Work required: Once the pictures are removed, return each record below exactly as written.

Saved data entries
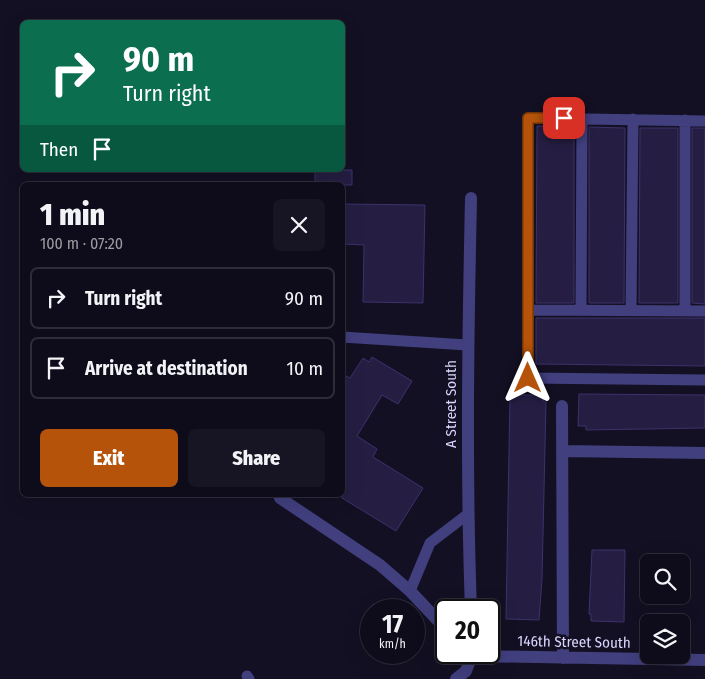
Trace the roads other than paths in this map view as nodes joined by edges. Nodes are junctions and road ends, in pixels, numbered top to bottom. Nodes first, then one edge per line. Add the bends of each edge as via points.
1 (582, 118) junction
2 (632, 119) junction
3 (686, 120) junction
4 (705, 121) edge
5 (471, 198) dead end
6 (528, 310) junction
7 (581, 310) junction
8 (632, 310) junction
9 (685, 311) junction
10 (705, 311) edge
11 (345, 337) edge
12 (468, 345) junction
13 (705, 380) edge
14 (562, 406) dead end
15 (562, 451) junction
16 (705, 453) edge
17 (281, 497) edge
18 (468, 514) junction
19 (410, 591) junction
20 (471, 599) edge
21 (435, 617) edge
22 (500, 655) edge
23 (563, 658) junction
24 (705, 660) edge
25 (469, 664) edge
26 (456, 679) edge

1 - 2 lane
1 - 6 lane via 528,118
1 - 7 lane
2 - 3 lane
2 - 8 lane
3 - 4 lane
3 - 9 lane
5 - 12 street, A Street South
6 - 7 lane
6 - 13 lane via 528,378
7 - 8 lane
8 - 9 lane
9 - 10 lane
11 - 12 lane
12 - 18 street, A Street South
14 - 15 street
15 - 16 street
15 - 23 street
17 - 19 street via 380,565
18 - 19 lane via 430,543
18 - 20 street, A Street South
19 - 21 street
22 - 23 street, 146th Street South
23 - 24 street, 146th Street South
25 - 26 street via 466,672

Task answer:
Trace the roads other than paths in this map view as nodes joined by edges. Nodes are junctions and road ends, in pixels, numbered top to bottom. Nodes first, then one edge per line. Add the bends of each edge as via points.
1 (582, 118) junction
2 (632, 119) junction
3 (686, 120) junction
4 (705, 121) edge
5 (471, 198) dead end
6 (528, 310) junction
7 (581, 310) junction
8 (632, 310) junction
9 (685, 311) junction
10 (705, 311) edge
11 (345, 337) edge
12 (468, 345) junction
13 (705, 380) edge
14 (562, 406) dead end
15 (562, 451) junction
16 (705, 453) edge
17 (281, 497) edge
18 (468, 514) junction
19 (410, 591) junction
20 (471, 599) edge
21 (435, 617) edge
22 (500, 655) edge
23 (563, 658) junction
24 (705, 660) edge
25 (469, 664) edge
26 (456, 679) edge

1 - 2 lane
1 - 6 lane via 528,118
1 - 7 lane
2 - 3 lane
2 - 8 lane
3 - 4 lane
3 - 9 lane
5 - 12 street, A Street South
6 - 7 lane
6 - 13 lane via 528,378
7 - 8 lane
8 - 9 lane
9 - 10 lane
11 - 12 lane
12 - 18 street, A Street South
14 - 15 street
15 - 16 street
15 - 23 street
17 - 19 street via 380,565
18 - 19 lane via 430,543
18 - 20 street, A Street South
19 - 21 street
22 - 23 street, 146th Street South
23 - 24 street, 146th Street South
25 - 26 street via 466,672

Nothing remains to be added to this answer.